▸ The task
Write out all of the records precisely. Skip anything that is a picture.

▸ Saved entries

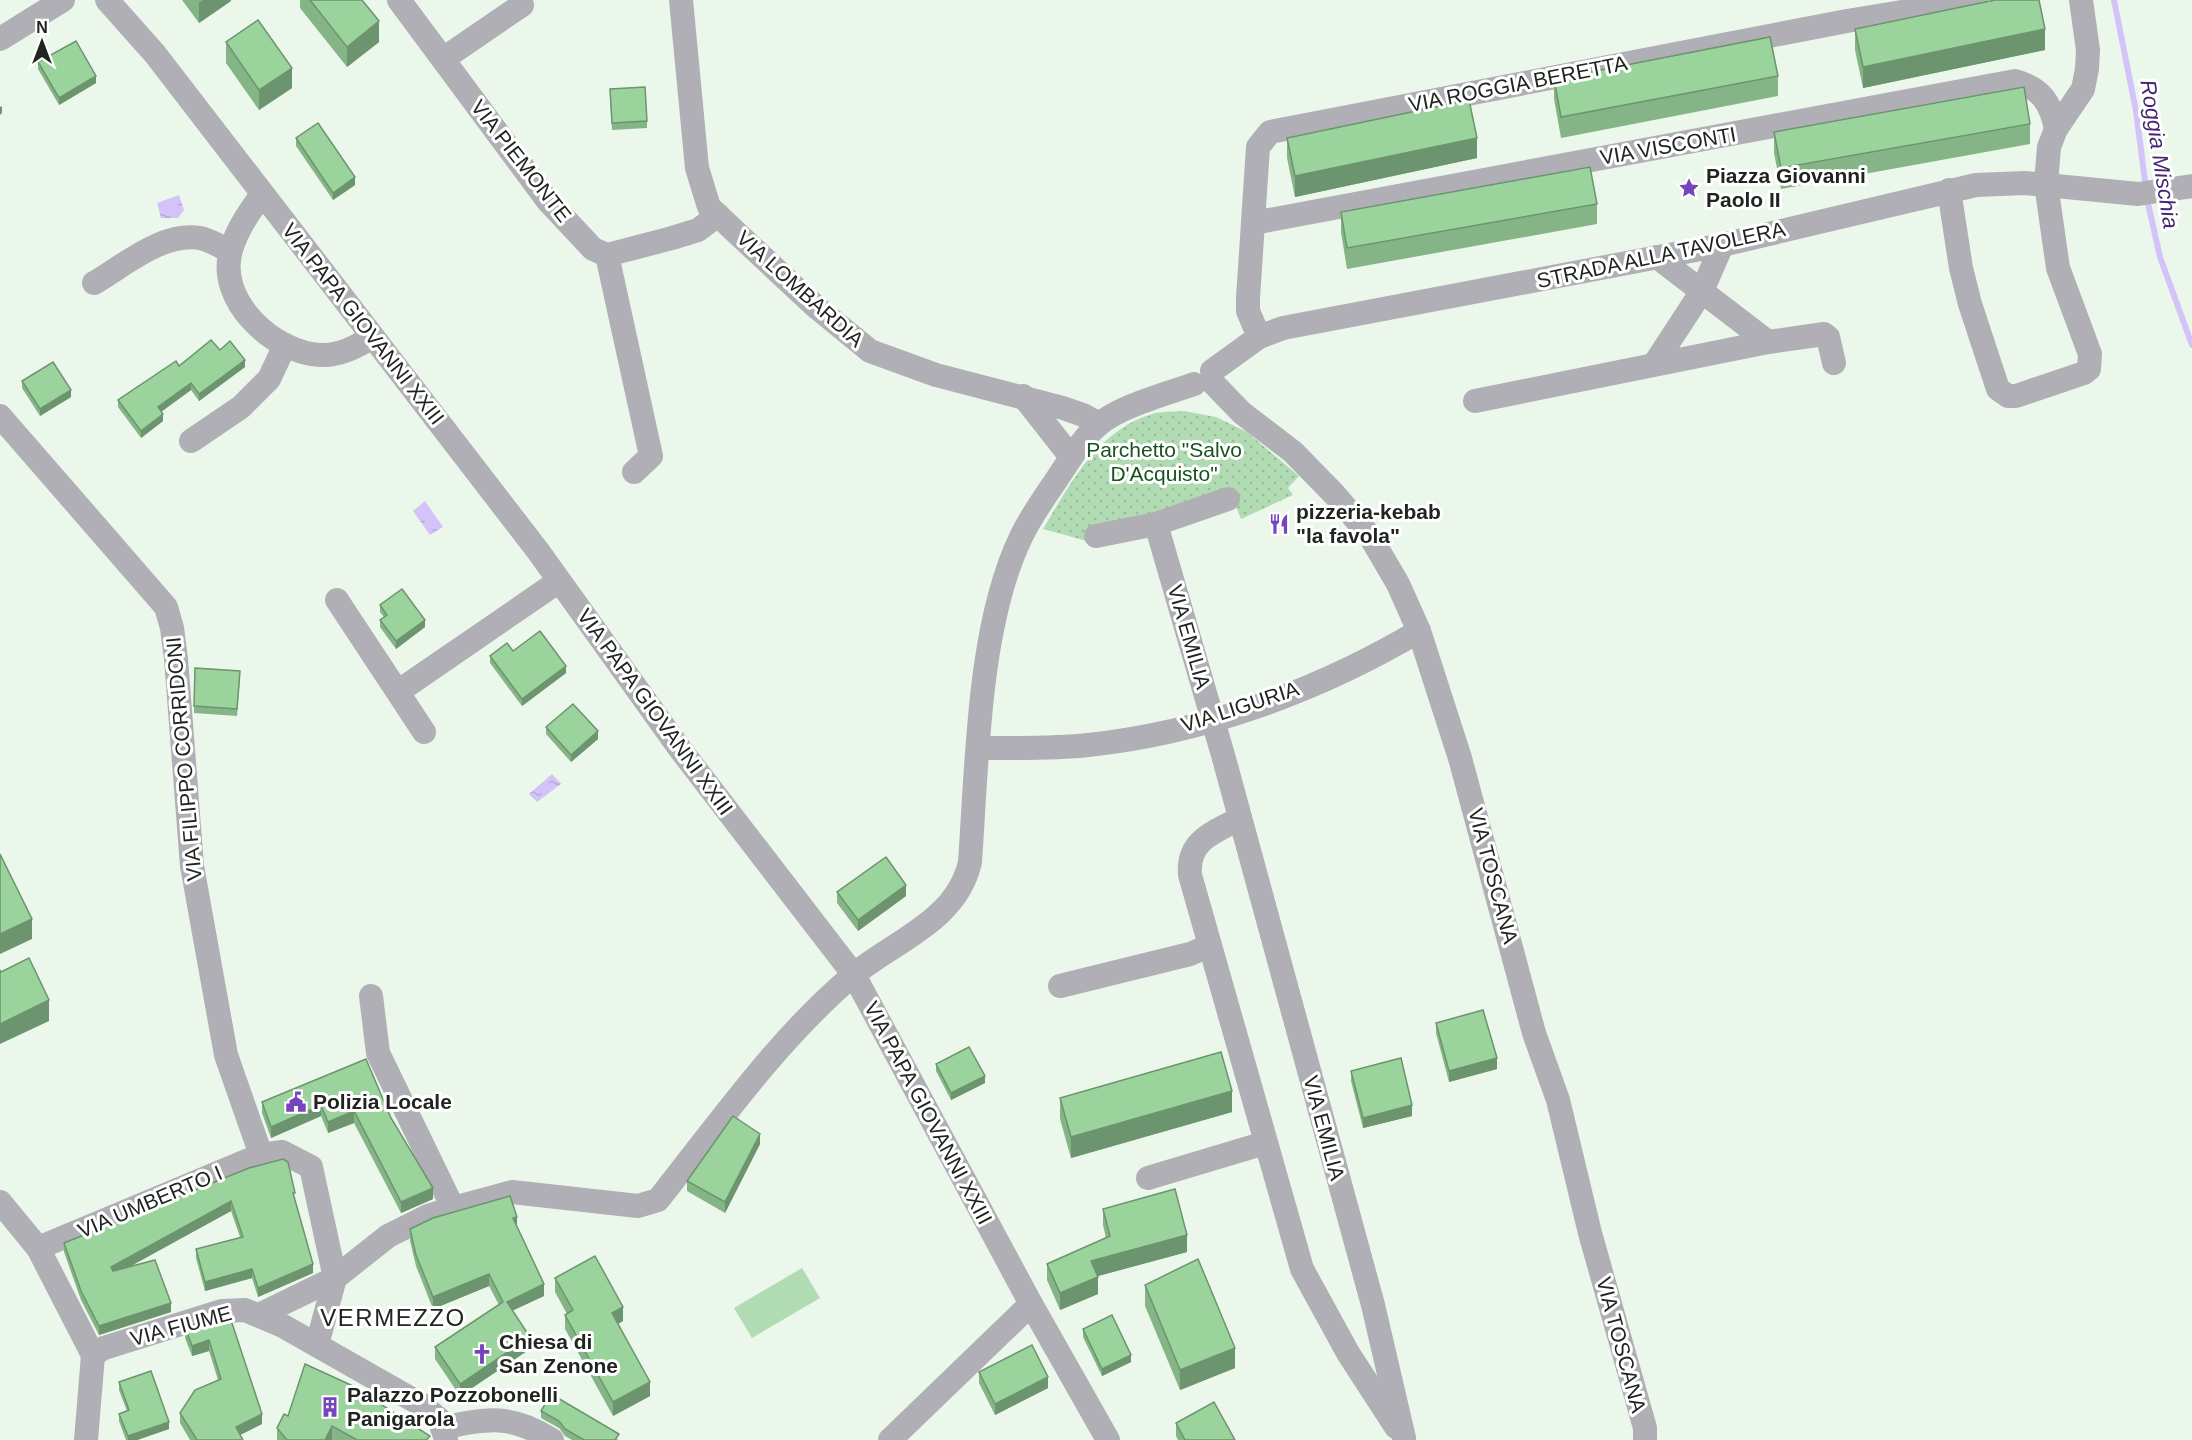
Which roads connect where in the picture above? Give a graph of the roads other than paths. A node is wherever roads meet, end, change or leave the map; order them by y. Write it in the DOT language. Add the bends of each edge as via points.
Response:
graph roads {
  1 [pos="63,0"];
  2 [pos="107,0"];
  3 [pos="399,0"];
  4 [pos="681,0"];
  5 [pos="1976,0"];
  6 [pos="2080,0"];
  7 [pos="522,5"];
  8 [pos="0,39"];
  9 [pos="443,59"];
  10 [pos="2056,129"];
  11 [pos="2046,184"];
  12 [pos="2192,186"];
  13 [pos="1949,190"];
  14 [pos="262,194"];
  15 [pos="718,215"];
  16 [pos="1253,223"];
  17 [pos="1722,245"];
  18 [pos="230,251"];
  19 [pos="607,255"];
  20 [pos="1657,257"];
  21 [pos="94,283"];
  22 [pos="1702,291"];
  23 [pos="1259,337"];
  24 [pos="373,338"];
  25 [pos="1768,342"];
  26 [pos="285,345"];
  27 [pos="1655,363"];
  28 [pos="1834,363"];
  29 [pos="1206,379"];
  30 [pos="1023,396"];
  31 [pos="1475,401"];
  32 [pos="6,424"];
  33 [pos="1099,424"];
  34 [pos="191,441"];
  35 [pos="1071,458"];
  36 [pos="634,472"];
  37 [pos="1228,499"];
  38 [pos="1156,524"];
  39 [pos="1096,536"];
  40 [pos="559,581"];
  41 [pos="338,600"];
  42 [pos="1419,631"];
  43 [pos="399,691"];
  44 [pos="1213,721"];
  45 [pos="424,732"];
  46 [pos="978,748"];
  47 [pos="1239,819"];
  48 [pos="1209,945"];
  49 [pos="854,975"];
  50 [pos="1060,986"];
  51 [pos="371,996"];
  52 [pos="1265,1143"];
  53 [pos="261,1155"];
  54 [pos="1148,1178"];
  55 [pos="0,1202"];
  56 [pos="453,1208"];
  57 [pos="38,1248"];
  58 [pos="335,1278"];
  59 [pos="1031,1304"];
  60 [pos="261,1314"];
  61 [pos="317,1345"];
  62 [pos="93,1355"];
  63 [pos="444,1434"];
  64 [pos="1404,1439"];
  65 [pos="86,1440"];
  66 [pos="552,1440"];
  67 [pos="890,1440"];
  68 [pos="1108,1440"];
  69 [pos="1645,1440"];
  1 -- 8 [label="street"];
  2 -- 14 [label="street, VIA PAPA GIOVANNI XXIII" via="155,54"];
  3 -- 9 [label="street, VIA PIEMONTE"];
  4 -- 15 [label="street, VIA LOMBARDIA" via="697,168 709,207"];
  5 -- 16 [label="street, VIA ROGGIA BERETTA" via="1847,21 1270,132 1258,147"];
  6 -- 10 [label="street" via="2087,69 2083,89"];
  7 -- 9 [label="street"];
  9 -- 19 [label="street, VIA PIEMONTE" via="548,201 593,249"];
  10 -- 11 [label="street" via="2049,147"];
  10 -- 16 [label="street, VIA VISCONTI" via="2048,102 2040,91 2015,81"];
  11 -- 12 [label="street, STRADA ALLA TAVOLERA" via="2138,194"];
  11 -- 13 [label="street, STRADA ALLA TAVOLERA" via="2005,183"];
  11 -- 13 [label="street" via="2058,268 2091,363 2084,373 2016,396 1998,389 1970,304"];
  13 -- 17 [label="street, STRADA ALLA TAVOLERA"];
  14 -- 18 [label="street"];
  14 -- 24 [label="street, VIA PAPA GIOVANNI XXIII"];
  15 -- 19 [label="street" via="698,230"];
  15 -- 30 [label="street, VIA LOMBARDIA" via="815,306 870,351 936,375"];
  16 -- 23 [label="street, VIA ROGGIA BERETTA" via="1248,311"];
  17 -- 20 [label="street, STRADA ALLA TAVOLERA"];
  17 -- 22 [label="street"];
  18 -- 21 [label="street" via="203,238 168,240"];
  18 -- 26 [label="street" via="236,297 265,334"];
  19 -- 36 [label="street" via="651,456"];
  20 -- 22 [label="street"];
  20 -- 23 [label="street, STRADA ALLA TAVOLERA" via="1283,328"];
  22 -- 25 [label="street"];
  22 -- 27 [label="street"];
  23 -- 29 [label="street, STRADA ALLA TAVOLERA"];
  24 -- 26 [label="street" via="336,354 313,354"];
  24 -- 40 [label="street, VIA PAPA GIOVANNI XXIII"];
  25 -- 27 [label="street"];
  25 -- 28 [label="street" via="1824,334"];
  26 -- 34 [label="street" via="269,379 241,407"];
  27 -- 31 [label="street"];
  29 -- 33 [label="street, STRADA ALLA TAVOLERA"];
  29 -- 42 [label="street, VIA TOSCANA" via="1293,452 1370,536"];
  30 -- 33 [label="street, VIA LOMBARDIA"];
  30 -- 35 [label="street"];
  32 -- 53 [label="street, VIA FILIPPO CORRIDONI" via="166,608 176,659 192,866 213,987 226,1055"];
  33 -- 35 [label="street, STRADA ALLA TAVOLERA"];
  35 -- 46 [label="street, STRADA ALLA TAVOLERA" via="1021,536 1008,567 988,663"];
  37 -- 38 [label="street"];
  38 -- 39 [label="street"];
  38 -- 44 [label="street, VIA EMILIA"];
  40 -- 43 [label="street"];
  40 -- 49 [label="street, VIA PAPA GIOVANNI XXIII" via="680,749"];
  41 -- 43 [label="street"];
  42 -- 44 [label="street, VIA LIGURIA" via="1305,687"];
  42 -- 69 [label="street, VIA TOSCANA" via="1460,758 1534,1033 1558,1100"];
  43 -- 45 [label="street"];
  44 -- 46 [label="street, VIA LIGURIA" via="1089,745"];
  44 -- 47 [label="street, VIA EMILIA"];
  46 -- 49 [label="street, STRADA ALLA TAVOLERA" via="966,881 945,911"];
  47 -- 48 [label="street, VIA EMILIA" via="1203,840 1189,861"];
  47 -- 64 [label="street, VIA EMILIA" via="1373,1305"];
  48 -- 50 [label="street" via="1190,954"];
  48 -- 52 [label="street, VIA EMILIA"];
  49 -- 56 [label="street, STRADA ALLA TAVOLERA" via="798,1028 739,1094 658,1200 638,1206 512,1192"];
  49 -- 59 [label="street, VIA PAPA GIOVANNI XXIII"];
  51 -- 56 [label="street" via="378,1053"];
  52 -- 54 [label="street"];
  52 -- 64 [label="street, VIA EMILIA" via="1302,1269 1348,1353"];
  53 -- 57 [label="street, VIA UMBERTO I"];
  53 -- 58 [label="street" via="282,1152 311,1167"];
  55 -- 57 [label="street"];
  56 -- 58 [label="street, VIA FIUME" via="388,1236"];
  57 -- 62 [label="street"];
  58 -- 60 [label="street, VIA FIUME"];
  58 -- 61 [label="street"];
  59 -- 67 [label="street"];
  59 -- 68 [label="street, VIA PAPA GIOVANNI XXIII"];
  60 -- 61 [label="street"];
  60 -- 62 [label="street, VIA FIUME" via="222,1311 104,1348"];
  61 -- 63 [label="street" via="435,1413"];
  62 -- 65 [label="street"];
  63 -- 66 [label="street" via="496,1419 518,1422"];
}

▸ Task solution
Which roads connect where in the picture above? Give a graph of the roads other than paths. A node is wherever roads meet, end, change or leave the map; order them by y. Write it in the DOT language. Add the bends of each edge as via points.
Response:
graph roads {
  1 [pos="63,0"];
  2 [pos="107,0"];
  3 [pos="399,0"];
  4 [pos="681,0"];
  5 [pos="1976,0"];
  6 [pos="2080,0"];
  7 [pos="522,5"];
  8 [pos="0,39"];
  9 [pos="443,59"];
  10 [pos="2056,129"];
  11 [pos="2046,184"];
  12 [pos="2192,186"];
  13 [pos="1949,190"];
  14 [pos="262,194"];
  15 [pos="718,215"];
  16 [pos="1253,223"];
  17 [pos="1722,245"];
  18 [pos="230,251"];
  19 [pos="607,255"];
  20 [pos="1657,257"];
  21 [pos="94,283"];
  22 [pos="1702,291"];
  23 [pos="1259,337"];
  24 [pos="373,338"];
  25 [pos="1768,342"];
  26 [pos="285,345"];
  27 [pos="1655,363"];
  28 [pos="1834,363"];
  29 [pos="1206,379"];
  30 [pos="1023,396"];
  31 [pos="1475,401"];
  32 [pos="6,424"];
  33 [pos="1099,424"];
  34 [pos="191,441"];
  35 [pos="1071,458"];
  36 [pos="634,472"];
  37 [pos="1228,499"];
  38 [pos="1156,524"];
  39 [pos="1096,536"];
  40 [pos="559,581"];
  41 [pos="338,600"];
  42 [pos="1419,631"];
  43 [pos="399,691"];
  44 [pos="1213,721"];
  45 [pos="424,732"];
  46 [pos="978,748"];
  47 [pos="1239,819"];
  48 [pos="1209,945"];
  49 [pos="854,975"];
  50 [pos="1060,986"];
  51 [pos="371,996"];
  52 [pos="1265,1143"];
  53 [pos="261,1155"];
  54 [pos="1148,1178"];
  55 [pos="0,1202"];
  56 [pos="453,1208"];
  57 [pos="38,1248"];
  58 [pos="335,1278"];
  59 [pos="1031,1304"];
  60 [pos="261,1314"];
  61 [pos="317,1345"];
  62 [pos="93,1355"];
  63 [pos="444,1434"];
  64 [pos="1404,1439"];
  65 [pos="86,1440"];
  66 [pos="552,1440"];
  67 [pos="890,1440"];
  68 [pos="1108,1440"];
  69 [pos="1645,1440"];
  1 -- 8 [label="street"];
  2 -- 14 [label="street, VIA PAPA GIOVANNI XXIII" via="155,54"];
  3 -- 9 [label="street, VIA PIEMONTE"];
  4 -- 15 [label="street, VIA LOMBARDIA" via="697,168 709,207"];
  5 -- 16 [label="street, VIA ROGGIA BERETTA" via="1847,21 1270,132 1258,147"];
  6 -- 10 [label="street" via="2087,69 2083,89"];
  7 -- 9 [label="street"];
  9 -- 19 [label="street, VIA PIEMONTE" via="548,201 593,249"];
  10 -- 11 [label="street" via="2049,147"];
  10 -- 16 [label="street, VIA VISCONTI" via="2048,102 2040,91 2015,81"];
  11 -- 12 [label="street, STRADA ALLA TAVOLERA" via="2138,194"];
  11 -- 13 [label="street, STRADA ALLA TAVOLERA" via="2005,183"];
  11 -- 13 [label="street" via="2058,268 2091,363 2084,373 2016,396 1998,389 1970,304"];
  13 -- 17 [label="street, STRADA ALLA TAVOLERA"];
  14 -- 18 [label="street"];
  14 -- 24 [label="street, VIA PAPA GIOVANNI XXIII"];
  15 -- 19 [label="street" via="698,230"];
  15 -- 30 [label="street, VIA LOMBARDIA" via="815,306 870,351 936,375"];
  16 -- 23 [label="street, VIA ROGGIA BERETTA" via="1248,311"];
  17 -- 20 [label="street, STRADA ALLA TAVOLERA"];
  17 -- 22 [label="street"];
  18 -- 21 [label="street" via="203,238 168,240"];
  18 -- 26 [label="street" via="236,297 265,334"];
  19 -- 36 [label="street" via="651,456"];
  20 -- 22 [label="street"];
  20 -- 23 [label="street, STRADA ALLA TAVOLERA" via="1283,328"];
  22 -- 25 [label="street"];
  22 -- 27 [label="street"];
  23 -- 29 [label="street, STRADA ALLA TAVOLERA"];
  24 -- 26 [label="street" via="336,354 313,354"];
  24 -- 40 [label="street, VIA PAPA GIOVANNI XXIII"];
  25 -- 27 [label="street"];
  25 -- 28 [label="street" via="1824,334"];
  26 -- 34 [label="street" via="269,379 241,407"];
  27 -- 31 [label="street"];
  29 -- 33 [label="street, STRADA ALLA TAVOLERA"];
  29 -- 42 [label="street, VIA TOSCANA" via="1293,452 1370,536"];
  30 -- 33 [label="street, VIA LOMBARDIA"];
  30 -- 35 [label="street"];
  32 -- 53 [label="street, VIA FILIPPO CORRIDONI" via="166,608 176,659 192,866 213,987 226,1055"];
  33 -- 35 [label="street, STRADA ALLA TAVOLERA"];
  35 -- 46 [label="street, STRADA ALLA TAVOLERA" via="1021,536 1008,567 988,663"];
  37 -- 38 [label="street"];
  38 -- 39 [label="street"];
  38 -- 44 [label="street, VIA EMILIA"];
  40 -- 43 [label="street"];
  40 -- 49 [label="street, VIA PAPA GIOVANNI XXIII" via="680,749"];
  41 -- 43 [label="street"];
  42 -- 44 [label="street, VIA LIGURIA" via="1305,687"];
  42 -- 69 [label="street, VIA TOSCANA" via="1460,758 1534,1033 1558,1100"];
  43 -- 45 [label="street"];
  44 -- 46 [label="street, VIA LIGURIA" via="1089,745"];
  44 -- 47 [label="street, VIA EMILIA"];
  46 -- 49 [label="street, STRADA ALLA TAVOLERA" via="966,881 945,911"];
  47 -- 48 [label="street, VIA EMILIA" via="1203,840 1189,861"];
  47 -- 64 [label="street, VIA EMILIA" via="1373,1305"];
  48 -- 50 [label="street" via="1190,954"];
  48 -- 52 [label="street, VIA EMILIA"];
  49 -- 56 [label="street, STRADA ALLA TAVOLERA" via="798,1028 739,1094 658,1200 638,1206 512,1192"];
  49 -- 59 [label="street, VIA PAPA GIOVANNI XXIII"];
  51 -- 56 [label="street" via="378,1053"];
  52 -- 54 [label="street"];
  52 -- 64 [label="street, VIA EMILIA" via="1302,1269 1348,1353"];
  53 -- 57 [label="street, VIA UMBERTO I"];
  53 -- 58 [label="street" via="282,1152 311,1167"];
  55 -- 57 [label="street"];
  56 -- 58 [label="street, VIA FIUME" via="388,1236"];
  57 -- 62 [label="street"];
  58 -- 60 [label="street, VIA FIUME"];
  58 -- 61 [label="street"];
  59 -- 67 [label="street"];
  59 -- 68 [label="street, VIA PAPA GIOVANNI XXIII"];
  60 -- 61 [label="street"];
  60 -- 62 [label="street, VIA FIUME" via="222,1311 104,1348"];
  61 -- 63 [label="street" via="435,1413"];
  62 -- 65 [label="street"];
  63 -- 66 [label="street" via="496,1419 518,1422"];
}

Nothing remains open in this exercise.